Radiation Oncology: A Question-Based Review

16
Optic Pathway Glioma

John P. Christodouleas and Timothy A. Chan

image Background


Are optic pathway gliomas (OPGs) more commonly seen in children or adults?

75% of all OPGs occur in children <10 yo.

What is the median age at Dx?

OPGs have a bimodal distribution with peaks at 5 yrs and 52 yrs of age.

OPG represents what % of all CNS tumors in children?

OPG represents 5% of all CNS tumors in children.

Are OPGs typically low grade or high grade?

OPGs are typically low grade (grade 1).

Is there a gender predilection in OPG?

Yes. In children, females are more commonly affected than males. In adults, males are more commonly affected than females.

What genetic syndrome is associated with OPG?

OPG is strongly associated with NF-1. 10%−38% of OPG pts have NF-1, and 15%−40% of NF-1 pts have OPG. (NF-2 is associated with acoustic neuromas.)

What are the subtypes of OPGs?

OPGs are organized by location:

1.     Ant/prechiasmal

2.     Chiasmatic

3.     Hypothalamic

Which OPG subtype is more common in children vs. adults?

Ant OPG is more common in younger children (and in pts with NF-1). Chiasmatic and hypothalamic gliomas are more common in adults.

Which subtype has the worst prognosis?

Hypothalamic OPG has the worst prognosis (OS 50%–80%/LC 40%–60% vs. other types (OS 90%–100%/LC 60%–90%).

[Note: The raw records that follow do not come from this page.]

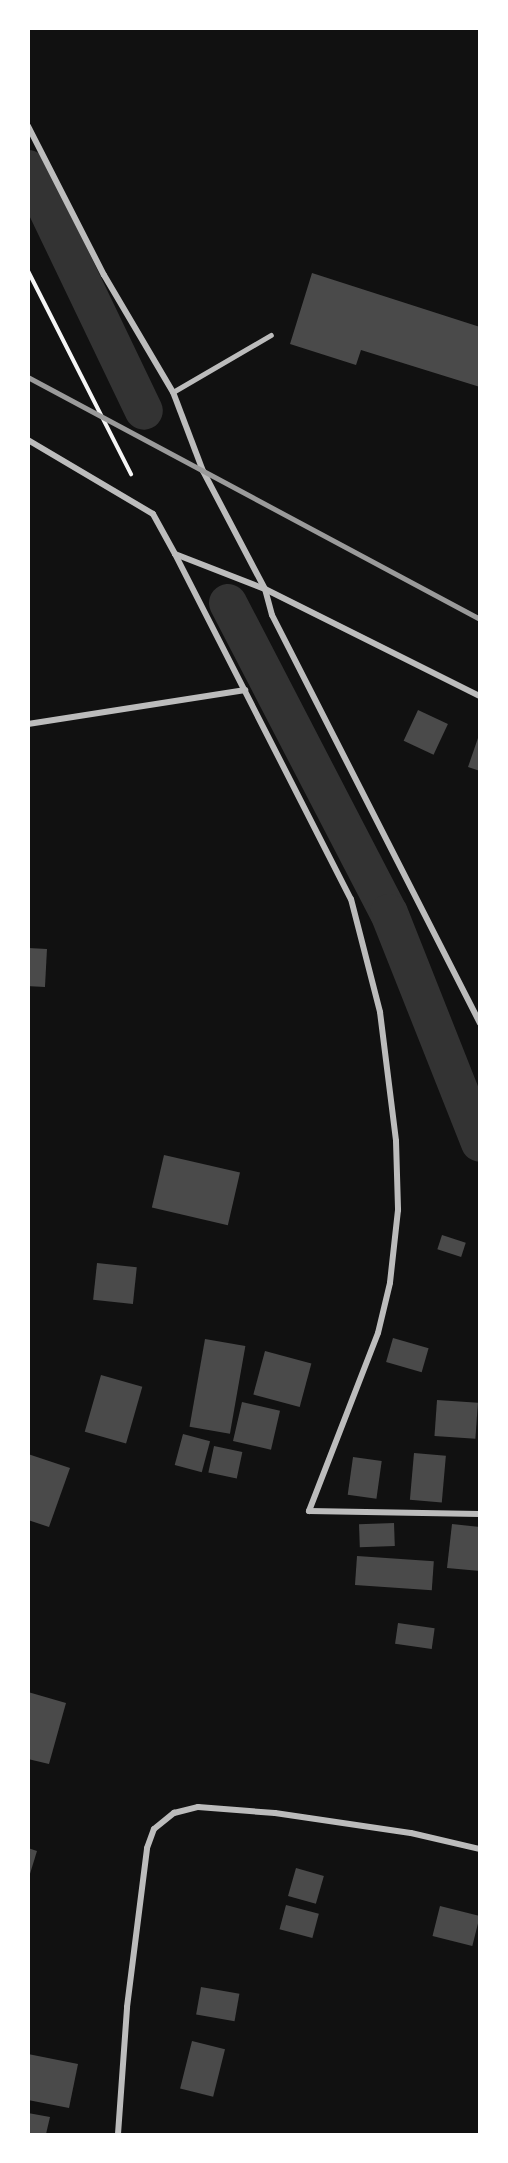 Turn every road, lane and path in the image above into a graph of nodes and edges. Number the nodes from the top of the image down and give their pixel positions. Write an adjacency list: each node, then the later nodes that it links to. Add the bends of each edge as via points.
1 (28, 126): 4 (street, via 104,275)
2 (28, 271): 6 (path, via 96,411)
3 (271, 335): 4 (lane)
4 (173, 392): 8 (street, via 203,471)
5 (28, 440): 7 (street, via 153,514)
6 (134, 478)
7 (175, 554): 8 (street); 9 (street)
8 (264, 589): 10 (street); 12 (street, via 272,615 327,728)
9 (245, 690): 11 (street); 13 (street, via 351,899 380,1012 396,1141 398,1210 390,1283 378,1333 309,1511)
10 (480, 696)
11 (28, 724)
12 (480, 1023)
13 (480, 1514)
14 (480, 1849): 15 (street, via 377,1828 275,1813 198,1807 174,1813 153,1829 147,1848 127,2007)
15 (118, 2134)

How do pts with OPGs typically present?

The most common presenting Sx is painless proptosis. Other Sx include ↓ visual acuity, temporal field defects (chiasmatic), changes in appetite or sleep (hypothalamic Sx), and new-onset HA and n/v (obstructive hydrocephalus).

image Workup/Staging


What is the workup for pts with suspected OPG?

Suspected OPG workup: H&P, basic labs, MRI brain, visual acuity and field examination (preferably by a neuro-ophthalmologist), and a baseline endocrinology evaluation

What is the DDx of an optic nerve mass?

Optic neuritis, retinoblastoma, optic nerve meningioma, and lymphoma

How do OPGs appear on MRI?

On MRI, OPGs appear as well-circumscribed, homogeneously enhancing lesions.

Is Bx necessary for Dx?

No. Imaging and the clinical exam are sufficient for OPG Dx.

image Treatment/Prognosis


What is the preferred Tx paradigm for pts with OPGs?

Preferred OPG Tx paradigm: consider observation or chemo 1st (especially in young children) +/− RT. Surgery typically is reserved for refractory and symptomatic Dz or as a means of delaying RT in young children.

What chemo agents are generally used for OPG?

Cisplatin/carboplatin + etoposide or vincristine

What data support prolonged chemo as a way of avoiding/delaying RT without compromising OS or visual function?

Laithier et al. prospectively evaluated prolonged chemo (alternating procarbazine/carboplatin, etoposide/cisplatin, and vincristine/cyclophosphamide q3wks). 2nd-line chemo was given at relapse before RT. The objective response rate was 42%, 5-yr OS was 89%, and 5-yr freedom from RT was 61%. (JCO 2003)

What is the ongoing Children's Cancer Group (CCG) protocol (A9952) comparing?

CCG A9952 is comparing chemo regimens (carboplatin/vincristine vs. thioguanine/procarbazine/lomustine/vincristine)

When is RT indicated in OPG?

RT is typically used after chemo options are exhausted, when there are progressive Sx, or when there is intracranial extension.

OPGs are typically treated to what RT dose and fractionation?

OPGs are typically treated to 45–54 Gy in 1.8–2 Gy/fx.

What is the preferred RT technique used to treat OPGs?

Proton therapy has dosimetric advantages, though there is limited clinical data. FSR has shown promising results (5-yr PFS 72%) (Combs SE et al., IJROBP 2005).

What is the estimated 5-yr OS in OPG?

The estimated 5-yr OS is 89%. (Laithier V et al., JCO 2003)

image Toxicity


What is the main risk of surgery for OPGs?

Visual morbidity is the main surgical risk.

What are common late complications of RT in the Tx of OPGs?

Common late complications of RT include endocrine dysfunction and vision loss.

What is the main disadvantage of RT in NF-1 pts?

High incidence of 2nd CNS tumors (RR 5.3: Sharif S et al., JCO 2006)

What is the RT TD 5/5 dose threshold for developing hypopituitarism?

The hypopituitarism TD 5/5 is 40–45 Gy (GH levels ↓ 1st, then LH/FSH, then TSH/ACTH.)